> _Aim of the exercise_
Each line of the data below should be repeated exactly.

> _Data_
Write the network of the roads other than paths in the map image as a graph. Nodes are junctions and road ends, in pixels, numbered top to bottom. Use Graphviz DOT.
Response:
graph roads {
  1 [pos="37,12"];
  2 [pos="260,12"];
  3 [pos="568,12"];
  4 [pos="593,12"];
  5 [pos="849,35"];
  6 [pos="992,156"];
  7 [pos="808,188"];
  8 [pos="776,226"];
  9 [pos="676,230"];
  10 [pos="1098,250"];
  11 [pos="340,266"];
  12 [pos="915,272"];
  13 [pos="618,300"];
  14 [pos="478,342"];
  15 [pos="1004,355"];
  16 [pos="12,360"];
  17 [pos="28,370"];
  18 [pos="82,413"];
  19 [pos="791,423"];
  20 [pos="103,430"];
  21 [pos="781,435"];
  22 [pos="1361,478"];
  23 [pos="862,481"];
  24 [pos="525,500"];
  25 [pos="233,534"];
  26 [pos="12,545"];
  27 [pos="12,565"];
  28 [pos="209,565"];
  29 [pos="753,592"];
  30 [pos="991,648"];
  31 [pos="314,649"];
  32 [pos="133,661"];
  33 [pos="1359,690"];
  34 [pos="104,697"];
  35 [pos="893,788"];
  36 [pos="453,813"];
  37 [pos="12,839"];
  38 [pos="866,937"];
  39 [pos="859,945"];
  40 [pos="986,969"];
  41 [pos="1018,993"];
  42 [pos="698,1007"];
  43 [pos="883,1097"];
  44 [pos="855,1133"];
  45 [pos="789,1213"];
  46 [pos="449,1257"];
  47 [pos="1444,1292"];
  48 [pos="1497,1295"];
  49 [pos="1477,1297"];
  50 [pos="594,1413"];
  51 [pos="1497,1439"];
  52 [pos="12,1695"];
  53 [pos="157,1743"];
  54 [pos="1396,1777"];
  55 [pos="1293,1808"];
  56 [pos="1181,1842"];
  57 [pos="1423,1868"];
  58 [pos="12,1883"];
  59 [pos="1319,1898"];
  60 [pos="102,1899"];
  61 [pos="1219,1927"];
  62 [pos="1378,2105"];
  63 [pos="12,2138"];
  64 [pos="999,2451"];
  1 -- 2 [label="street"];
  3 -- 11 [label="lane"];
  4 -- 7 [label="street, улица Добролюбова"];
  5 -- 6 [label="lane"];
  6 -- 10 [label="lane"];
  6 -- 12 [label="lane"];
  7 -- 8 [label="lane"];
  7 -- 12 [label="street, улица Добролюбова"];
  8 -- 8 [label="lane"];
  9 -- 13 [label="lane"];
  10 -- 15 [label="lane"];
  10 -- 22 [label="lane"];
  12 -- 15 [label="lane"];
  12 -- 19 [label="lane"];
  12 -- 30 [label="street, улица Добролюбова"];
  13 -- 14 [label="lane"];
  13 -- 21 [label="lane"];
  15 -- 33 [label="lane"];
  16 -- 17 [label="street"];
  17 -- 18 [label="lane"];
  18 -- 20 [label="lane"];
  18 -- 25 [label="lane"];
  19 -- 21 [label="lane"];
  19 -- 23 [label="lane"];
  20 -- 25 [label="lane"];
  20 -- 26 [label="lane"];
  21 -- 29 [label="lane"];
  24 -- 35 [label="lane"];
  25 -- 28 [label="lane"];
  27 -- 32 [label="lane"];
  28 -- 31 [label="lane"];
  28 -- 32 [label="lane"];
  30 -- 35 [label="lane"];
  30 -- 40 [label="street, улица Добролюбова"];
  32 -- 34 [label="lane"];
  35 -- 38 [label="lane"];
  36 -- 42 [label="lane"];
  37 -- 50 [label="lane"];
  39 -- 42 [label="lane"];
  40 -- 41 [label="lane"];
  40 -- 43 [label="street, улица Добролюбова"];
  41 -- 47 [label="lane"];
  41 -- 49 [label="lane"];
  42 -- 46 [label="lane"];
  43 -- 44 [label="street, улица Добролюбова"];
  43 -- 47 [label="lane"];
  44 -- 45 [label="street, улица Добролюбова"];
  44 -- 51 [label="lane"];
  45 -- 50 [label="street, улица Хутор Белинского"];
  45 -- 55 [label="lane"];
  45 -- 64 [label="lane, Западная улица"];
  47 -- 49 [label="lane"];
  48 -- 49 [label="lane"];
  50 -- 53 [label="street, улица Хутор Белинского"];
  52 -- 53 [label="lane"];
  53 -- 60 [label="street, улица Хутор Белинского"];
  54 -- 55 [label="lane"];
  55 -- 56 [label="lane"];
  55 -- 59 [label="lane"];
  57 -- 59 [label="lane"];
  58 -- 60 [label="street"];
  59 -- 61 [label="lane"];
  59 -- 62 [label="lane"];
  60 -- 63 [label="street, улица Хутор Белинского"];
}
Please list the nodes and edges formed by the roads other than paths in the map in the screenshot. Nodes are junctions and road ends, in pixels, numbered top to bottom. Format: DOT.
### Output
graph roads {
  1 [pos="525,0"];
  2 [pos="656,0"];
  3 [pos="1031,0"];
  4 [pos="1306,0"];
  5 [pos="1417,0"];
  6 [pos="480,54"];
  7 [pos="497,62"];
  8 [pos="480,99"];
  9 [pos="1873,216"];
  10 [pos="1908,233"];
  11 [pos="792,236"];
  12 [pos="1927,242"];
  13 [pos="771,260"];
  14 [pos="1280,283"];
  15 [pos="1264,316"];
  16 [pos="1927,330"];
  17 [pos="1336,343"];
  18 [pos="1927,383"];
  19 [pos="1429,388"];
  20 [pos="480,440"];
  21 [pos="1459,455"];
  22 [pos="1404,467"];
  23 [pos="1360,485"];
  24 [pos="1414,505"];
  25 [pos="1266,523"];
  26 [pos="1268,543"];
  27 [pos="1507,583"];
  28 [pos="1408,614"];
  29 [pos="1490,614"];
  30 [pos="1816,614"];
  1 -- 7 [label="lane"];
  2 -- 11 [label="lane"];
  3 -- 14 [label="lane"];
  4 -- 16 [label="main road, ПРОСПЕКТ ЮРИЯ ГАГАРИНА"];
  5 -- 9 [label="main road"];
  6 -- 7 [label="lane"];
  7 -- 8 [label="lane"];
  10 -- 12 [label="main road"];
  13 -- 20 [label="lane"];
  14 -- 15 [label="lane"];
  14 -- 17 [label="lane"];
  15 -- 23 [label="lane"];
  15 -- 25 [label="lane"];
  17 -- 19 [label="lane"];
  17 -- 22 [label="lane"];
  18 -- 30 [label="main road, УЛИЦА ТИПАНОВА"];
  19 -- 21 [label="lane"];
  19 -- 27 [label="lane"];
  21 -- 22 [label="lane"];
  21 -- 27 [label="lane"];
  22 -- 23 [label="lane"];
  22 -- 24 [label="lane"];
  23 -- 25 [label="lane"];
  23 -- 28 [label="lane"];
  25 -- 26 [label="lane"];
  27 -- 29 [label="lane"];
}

> _Reply_
Write the network of the roads other than paths in the map image as a graph. Nodes are junctions and road ends, in pixels, numbered top to bottom. Use Graphviz DOT.
Response:
graph roads {
  1 [pos="37,12"];
  2 [pos="260,12"];
  3 [pos="568,12"];
  4 [pos="593,12"];
  5 [pos="849,35"];
  6 [pos="992,156"];
  7 [pos="808,188"];
  8 [pos="776,226"];
  9 [pos="676,230"];
  10 [pos="1098,250"];
  11 [pos="340,266"];
  12 [pos="915,272"];
  13 [pos="618,300"];
  14 [pos="478,342"];
  15 [pos="1004,355"];
  16 [pos="12,360"];
  17 [pos="28,370"];
  18 [pos="82,413"];
  19 [pos="791,423"];
  20 [pos="103,430"];
  21 [pos="781,435"];
  22 [pos="1361,478"];
  23 [pos="862,481"];
  24 [pos="525,500"];
  25 [pos="233,534"];
  26 [pos="12,545"];
  27 [pos="12,565"];
  28 [pos="209,565"];
  29 [pos="753,592"];
  30 [pos="991,648"];
  31 [pos="314,649"];
  32 [pos="133,661"];
  33 [pos="1359,690"];
  34 [pos="104,697"];
  35 [pos="893,788"];
  36 [pos="453,813"];
  37 [pos="12,839"];
  38 [pos="866,937"];
  39 [pos="859,945"];
  40 [pos="986,969"];
  41 [pos="1018,993"];
  42 [pos="698,1007"];
  43 [pos="883,1097"];
  44 [pos="855,1133"];
  45 [pos="789,1213"];
  46 [pos="449,1257"];
  47 [pos="1444,1292"];
  48 [pos="1497,1295"];
  49 [pos="1477,1297"];
  50 [pos="594,1413"];
  51 [pos="1497,1439"];
  52 [pos="12,1695"];
  53 [pos="157,1743"];
  54 [pos="1396,1777"];
  55 [pos="1293,1808"];
  56 [pos="1181,1842"];
  57 [pos="1423,1868"];
  58 [pos="12,1883"];
  59 [pos="1319,1898"];
  60 [pos="102,1899"];
  61 [pos="1219,1927"];
  62 [pos="1378,2105"];
  63 [pos="12,2138"];
  64 [pos="999,2451"];
  1 -- 2 [label="street"];
  3 -- 11 [label="lane"];
  4 -- 7 [label="street, улица Добролюбова"];
  5 -- 6 [label="lane"];
  6 -- 10 [label="lane"];
  6 -- 12 [label="lane"];
  7 -- 8 [label="lane"];
  7 -- 12 [label="street, улица Добролюбова"];
  8 -- 8 [label="lane"];
  9 -- 13 [label="lane"];
  10 -- 15 [label="lane"];
  10 -- 22 [label="lane"];
  12 -- 15 [label="lane"];
  12 -- 19 [label="lane"];
  12 -- 30 [label="street, улица Добролюбова"];
  13 -- 14 [label="lane"];
  13 -- 21 [label="lane"];
  15 -- 33 [label="lane"];
  16 -- 17 [label="street"];
  17 -- 18 [label="lane"];
  18 -- 20 [label="lane"];
  18 -- 25 [label="lane"];
  19 -- 21 [label="lane"];
  19 -- 23 [label="lane"];
  20 -- 25 [label="lane"];
  20 -- 26 [label="lane"];
  21 -- 29 [label="lane"];
  24 -- 35 [label="lane"];
  25 -- 28 [label="lane"];
  27 -- 32 [label="lane"];
  28 -- 31 [label="lane"];
  28 -- 32 [label="lane"];
  30 -- 35 [label="lane"];
  30 -- 40 [label="street, улица Добролюбова"];
  32 -- 34 [label="lane"];
  35 -- 38 [label="lane"];
  36 -- 42 [label="lane"];
  37 -- 50 [label="lane"];
  39 -- 42 [label="lane"];
  40 -- 41 [label="lane"];
  40 -- 43 [label="street, улица Добролюбова"];
  41 -- 47 [label="lane"];
  41 -- 49 [label="lane"];
  42 -- 46 [label="lane"];
  43 -- 44 [label="street, улица Добролюбова"];
  43 -- 47 [label="lane"];
  44 -- 45 [label="street, улица Добролюбова"];
  44 -- 51 [label="lane"];
  45 -- 50 [label="street, улица Хутор Белинского"];
  45 -- 55 [label="lane"];
  45 -- 64 [label="lane, Западная улица"];
  47 -- 49 [label="lane"];
  48 -- 49 [label="lane"];
  50 -- 53 [label="street, улица Хутор Белинского"];
  52 -- 53 [label="lane"];
  53 -- 60 [label="street, улица Хутор Белинского"];
  54 -- 55 [label="lane"];
  55 -- 56 [label="lane"];
  55 -- 59 [label="lane"];
  57 -- 59 [label="lane"];
  58 -- 60 [label="street"];
  59 -- 61 [label="lane"];
  59 -- 62 [label="lane"];
  60 -- 63 [label="street, улица Хутор Белинского"];
}
Please list the nodes and edges formed by the roads other than paths in the map in the screenshot. Nodes are junctions and road ends, in pixels, numbered top to bottom. Format: DOT.
### Output
graph roads {
  1 [pos="525,0"];
  2 [pos="656,0"];
  3 [pos="1031,0"];
  4 [pos="1306,0"];
  5 [pos="1417,0"];
  6 [pos="480,54"];
  7 [pos="497,62"];
  8 [pos="480,99"];
  9 [pos="1873,216"];
  10 [pos="1908,233"];
  11 [pos="792,236"];
  12 [pos="1927,242"];
  13 [pos="771,260"];
  14 [pos="1280,283"];
  15 [pos="1264,316"];
  16 [pos="1927,330"];
  17 [pos="1336,343"];
  18 [pos="1927,383"];
  19 [pos="1429,388"];
  20 [pos="480,440"];
  21 [pos="1459,455"];
  22 [pos="1404,467"];
  23 [pos="1360,485"];
  24 [pos="1414,505"];
  25 [pos="1266,523"];
  26 [pos="1268,543"];
  27 [pos="1507,583"];
  28 [pos="1408,614"];
  29 [pos="1490,614"];
  30 [pos="1816,614"];
  1 -- 7 [label="lane"];
  2 -- 11 [label="lane"];
  3 -- 14 [label="lane"];
  4 -- 16 [label="main road, ПРОСПЕКТ ЮРИЯ ГАГАРИНА"];
  5 -- 9 [label="main road"];
  6 -- 7 [label="lane"];
  7 -- 8 [label="lane"];
  10 -- 12 [label="main road"];
  13 -- 20 [label="lane"];
  14 -- 15 [label="lane"];
  14 -- 17 [label="lane"];
  15 -- 23 [label="lane"];
  15 -- 25 [label="lane"];
  17 -- 19 [label="lane"];
  17 -- 22 [label="lane"];
  18 -- 30 [label="main road, УЛИЦА ТИПАНОВА"];
  19 -- 21 [label="lane"];
  19 -- 27 [label="lane"];
  21 -- 22 [label="lane"];
  21 -- 27 [label="lane"];
  22 -- 23 [label="lane"];
  22 -- 24 [label="lane"];
  23 -- 25 [label="lane"];
  23 -- 28 [label="lane"];
  25 -- 26 [label="lane"];
  27 -- 29 [label="lane"];
}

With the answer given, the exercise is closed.